Problem description ->
Write out the whole listing. Leave out nothing.

◇ ◇ ◇ ◇

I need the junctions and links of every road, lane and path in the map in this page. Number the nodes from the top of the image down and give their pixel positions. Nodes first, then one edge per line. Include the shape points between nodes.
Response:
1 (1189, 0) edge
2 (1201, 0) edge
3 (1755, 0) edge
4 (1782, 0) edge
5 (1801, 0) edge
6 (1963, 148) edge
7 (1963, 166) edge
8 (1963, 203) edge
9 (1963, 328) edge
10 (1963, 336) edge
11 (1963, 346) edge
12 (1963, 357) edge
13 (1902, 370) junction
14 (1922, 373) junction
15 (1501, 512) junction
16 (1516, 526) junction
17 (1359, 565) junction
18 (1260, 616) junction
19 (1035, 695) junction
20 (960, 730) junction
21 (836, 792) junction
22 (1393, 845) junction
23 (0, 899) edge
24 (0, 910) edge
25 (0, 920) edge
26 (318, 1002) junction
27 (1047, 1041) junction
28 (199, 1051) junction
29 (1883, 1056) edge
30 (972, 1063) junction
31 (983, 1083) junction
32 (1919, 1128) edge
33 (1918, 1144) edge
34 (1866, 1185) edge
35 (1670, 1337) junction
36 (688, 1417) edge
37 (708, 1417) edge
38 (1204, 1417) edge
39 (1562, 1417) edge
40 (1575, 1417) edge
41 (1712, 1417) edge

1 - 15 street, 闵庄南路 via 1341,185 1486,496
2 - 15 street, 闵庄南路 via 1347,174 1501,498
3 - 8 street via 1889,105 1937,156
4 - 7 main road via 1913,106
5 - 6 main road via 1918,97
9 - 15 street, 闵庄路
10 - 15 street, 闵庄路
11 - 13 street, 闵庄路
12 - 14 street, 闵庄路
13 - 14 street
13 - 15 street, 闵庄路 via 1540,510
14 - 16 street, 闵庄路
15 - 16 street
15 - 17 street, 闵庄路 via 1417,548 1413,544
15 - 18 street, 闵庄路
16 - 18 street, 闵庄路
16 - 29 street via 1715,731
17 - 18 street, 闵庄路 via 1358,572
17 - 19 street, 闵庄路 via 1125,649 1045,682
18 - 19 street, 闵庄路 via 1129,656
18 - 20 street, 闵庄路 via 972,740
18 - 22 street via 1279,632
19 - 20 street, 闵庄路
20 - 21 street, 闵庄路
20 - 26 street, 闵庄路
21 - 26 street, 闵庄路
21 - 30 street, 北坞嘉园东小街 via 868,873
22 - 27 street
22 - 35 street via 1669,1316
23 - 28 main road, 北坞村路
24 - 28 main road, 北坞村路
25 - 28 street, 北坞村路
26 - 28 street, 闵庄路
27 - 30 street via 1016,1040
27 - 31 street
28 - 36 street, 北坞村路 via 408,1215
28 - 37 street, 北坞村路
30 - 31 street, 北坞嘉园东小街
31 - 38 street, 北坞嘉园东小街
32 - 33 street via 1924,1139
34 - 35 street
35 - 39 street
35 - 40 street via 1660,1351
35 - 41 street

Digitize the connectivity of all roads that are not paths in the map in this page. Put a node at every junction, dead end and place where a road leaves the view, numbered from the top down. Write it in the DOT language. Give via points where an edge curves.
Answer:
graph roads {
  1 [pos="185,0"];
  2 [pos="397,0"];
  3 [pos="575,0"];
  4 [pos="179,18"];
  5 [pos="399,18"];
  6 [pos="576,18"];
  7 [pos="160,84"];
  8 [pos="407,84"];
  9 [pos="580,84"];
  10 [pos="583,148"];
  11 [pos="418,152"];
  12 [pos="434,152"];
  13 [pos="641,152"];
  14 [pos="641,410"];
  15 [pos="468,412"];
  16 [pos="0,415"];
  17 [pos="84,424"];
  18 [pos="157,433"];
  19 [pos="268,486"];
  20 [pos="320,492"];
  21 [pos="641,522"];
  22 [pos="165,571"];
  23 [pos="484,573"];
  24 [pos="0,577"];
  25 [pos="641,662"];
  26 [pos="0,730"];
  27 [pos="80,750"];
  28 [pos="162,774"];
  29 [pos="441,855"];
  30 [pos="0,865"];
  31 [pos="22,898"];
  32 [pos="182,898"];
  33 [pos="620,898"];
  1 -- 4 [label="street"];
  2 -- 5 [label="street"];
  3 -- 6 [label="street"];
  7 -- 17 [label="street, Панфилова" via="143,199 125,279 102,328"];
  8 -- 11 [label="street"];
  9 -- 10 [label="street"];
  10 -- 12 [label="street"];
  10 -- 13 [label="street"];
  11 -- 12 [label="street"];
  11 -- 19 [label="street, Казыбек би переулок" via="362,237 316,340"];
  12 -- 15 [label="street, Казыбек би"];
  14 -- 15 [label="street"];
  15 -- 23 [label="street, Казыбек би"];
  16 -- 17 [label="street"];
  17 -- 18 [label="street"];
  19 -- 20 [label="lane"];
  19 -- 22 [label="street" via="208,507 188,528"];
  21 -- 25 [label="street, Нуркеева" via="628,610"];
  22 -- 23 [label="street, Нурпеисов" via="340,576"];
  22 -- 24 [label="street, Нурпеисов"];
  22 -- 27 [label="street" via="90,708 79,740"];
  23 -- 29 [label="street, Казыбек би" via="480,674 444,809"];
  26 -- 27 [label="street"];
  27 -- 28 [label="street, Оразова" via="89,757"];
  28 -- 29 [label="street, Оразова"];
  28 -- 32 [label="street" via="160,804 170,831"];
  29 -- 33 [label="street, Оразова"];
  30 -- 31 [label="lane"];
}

◇ ◇ ◇ ◇

Answer space ->
I need the junctions and links of every road, lane and path in the map in this page. Number the nodes from the top of the image down and give their pixel positions. Nodes first, then one edge per line. Include the shape points between nodes.
Response:
1 (1189, 0) edge
2 (1201, 0) edge
3 (1755, 0) edge
4 (1782, 0) edge
5 (1801, 0) edge
6 (1963, 148) edge
7 (1963, 166) edge
8 (1963, 203) edge
9 (1963, 328) edge
10 (1963, 336) edge
11 (1963, 346) edge
12 (1963, 357) edge
13 (1902, 370) junction
14 (1922, 373) junction
15 (1501, 512) junction
16 (1516, 526) junction
17 (1359, 565) junction
18 (1260, 616) junction
19 (1035, 695) junction
20 (960, 730) junction
21 (836, 792) junction
22 (1393, 845) junction
23 (0, 899) edge
24 (0, 910) edge
25 (0, 920) edge
26 (318, 1002) junction
27 (1047, 1041) junction
28 (199, 1051) junction
29 (1883, 1056) edge
30 (972, 1063) junction
31 (983, 1083) junction
32 (1919, 1128) edge
33 (1918, 1144) edge
34 (1866, 1185) edge
35 (1670, 1337) junction
36 (688, 1417) edge
37 (708, 1417) edge
38 (1204, 1417) edge
39 (1562, 1417) edge
40 (1575, 1417) edge
41 (1712, 1417) edge

1 - 15 street, 闵庄南路 via 1341,185 1486,496
2 - 15 street, 闵庄南路 via 1347,174 1501,498
3 - 8 street via 1889,105 1937,156
4 - 7 main road via 1913,106
5 - 6 main road via 1918,97
9 - 15 street, 闵庄路
10 - 15 street, 闵庄路
11 - 13 street, 闵庄路
12 - 14 street, 闵庄路
13 - 14 street
13 - 15 street, 闵庄路 via 1540,510
14 - 16 street, 闵庄路
15 - 16 street
15 - 17 street, 闵庄路 via 1417,548 1413,544
15 - 18 street, 闵庄路
16 - 18 street, 闵庄路
16 - 29 street via 1715,731
17 - 18 street, 闵庄路 via 1358,572
17 - 19 street, 闵庄路 via 1125,649 1045,682
18 - 19 street, 闵庄路 via 1129,656
18 - 20 street, 闵庄路 via 972,740
18 - 22 street via 1279,632
19 - 20 street, 闵庄路
20 - 21 street, 闵庄路
20 - 26 street, 闵庄路
21 - 26 street, 闵庄路
21 - 30 street, 北坞嘉园东小街 via 868,873
22 - 27 street
22 - 35 street via 1669,1316
23 - 28 main road, 北坞村路
24 - 28 main road, 北坞村路
25 - 28 street, 北坞村路
26 - 28 street, 闵庄路
27 - 30 street via 1016,1040
27 - 31 street
28 - 36 street, 北坞村路 via 408,1215
28 - 37 street, 北坞村路
30 - 31 street, 北坞嘉园东小街
31 - 38 street, 北坞嘉园东小街
32 - 33 street via 1924,1139
34 - 35 street
35 - 39 street
35 - 40 street via 1660,1351
35 - 41 street

Digitize the connectivity of all roads that are not paths in the map in this page. Put a node at every junction, dead end and place where a road leaves the view, numbered from the top down. Write it in the DOT language. Give via points where an edge curves.
Answer:
graph roads {
  1 [pos="185,0"];
  2 [pos="397,0"];
  3 [pos="575,0"];
  4 [pos="179,18"];
  5 [pos="399,18"];
  6 [pos="576,18"];
  7 [pos="160,84"];
  8 [pos="407,84"];
  9 [pos="580,84"];
  10 [pos="583,148"];
  11 [pos="418,152"];
  12 [pos="434,152"];
  13 [pos="641,152"];
  14 [pos="641,410"];
  15 [pos="468,412"];
  16 [pos="0,415"];
  17 [pos="84,424"];
  18 [pos="157,433"];
  19 [pos="268,486"];
  20 [pos="320,492"];
  21 [pos="641,522"];
  22 [pos="165,571"];
  23 [pos="484,573"];
  24 [pos="0,577"];
  25 [pos="641,662"];
  26 [pos="0,730"];
  27 [pos="80,750"];
  28 [pos="162,774"];
  29 [pos="441,855"];
  30 [pos="0,865"];
  31 [pos="22,898"];
  32 [pos="182,898"];
  33 [pos="620,898"];
  1 -- 4 [label="street"];
  2 -- 5 [label="street"];
  3 -- 6 [label="street"];
  7 -- 17 [label="street, Панфилова" via="143,199 125,279 102,328"];
  8 -- 11 [label="street"];
  9 -- 10 [label="street"];
  10 -- 12 [label="street"];
  10 -- 13 [label="street"];
  11 -- 12 [label="street"];
  11 -- 19 [label="street, Казыбек би переулок" via="362,237 316,340"];
  12 -- 15 [label="street, Казыбек би"];
  14 -- 15 [label="street"];
  15 -- 23 [label="street, Казыбек би"];
  16 -- 17 [label="street"];
  17 -- 18 [label="street"];
  19 -- 20 [label="lane"];
  19 -- 22 [label="street" via="208,507 188,528"];
  21 -- 25 [label="street, Нуркеева" via="628,610"];
  22 -- 23 [label="street, Нурпеисов" via="340,576"];
  22 -- 24 [label="street, Нурпеисов"];
  22 -- 27 [label="street" via="90,708 79,740"];
  23 -- 29 [label="street, Казыбек би" via="480,674 444,809"];
  26 -- 27 [label="street"];
  27 -- 28 [label="street, Оразова" via="89,757"];
  28 -- 29 [label="street, Оразова"];
  28 -- 32 [label="street" via="160,804 170,831"];
  29 -- 33 [label="street, Оразова"];
  30 -- 31 [label="lane"];
}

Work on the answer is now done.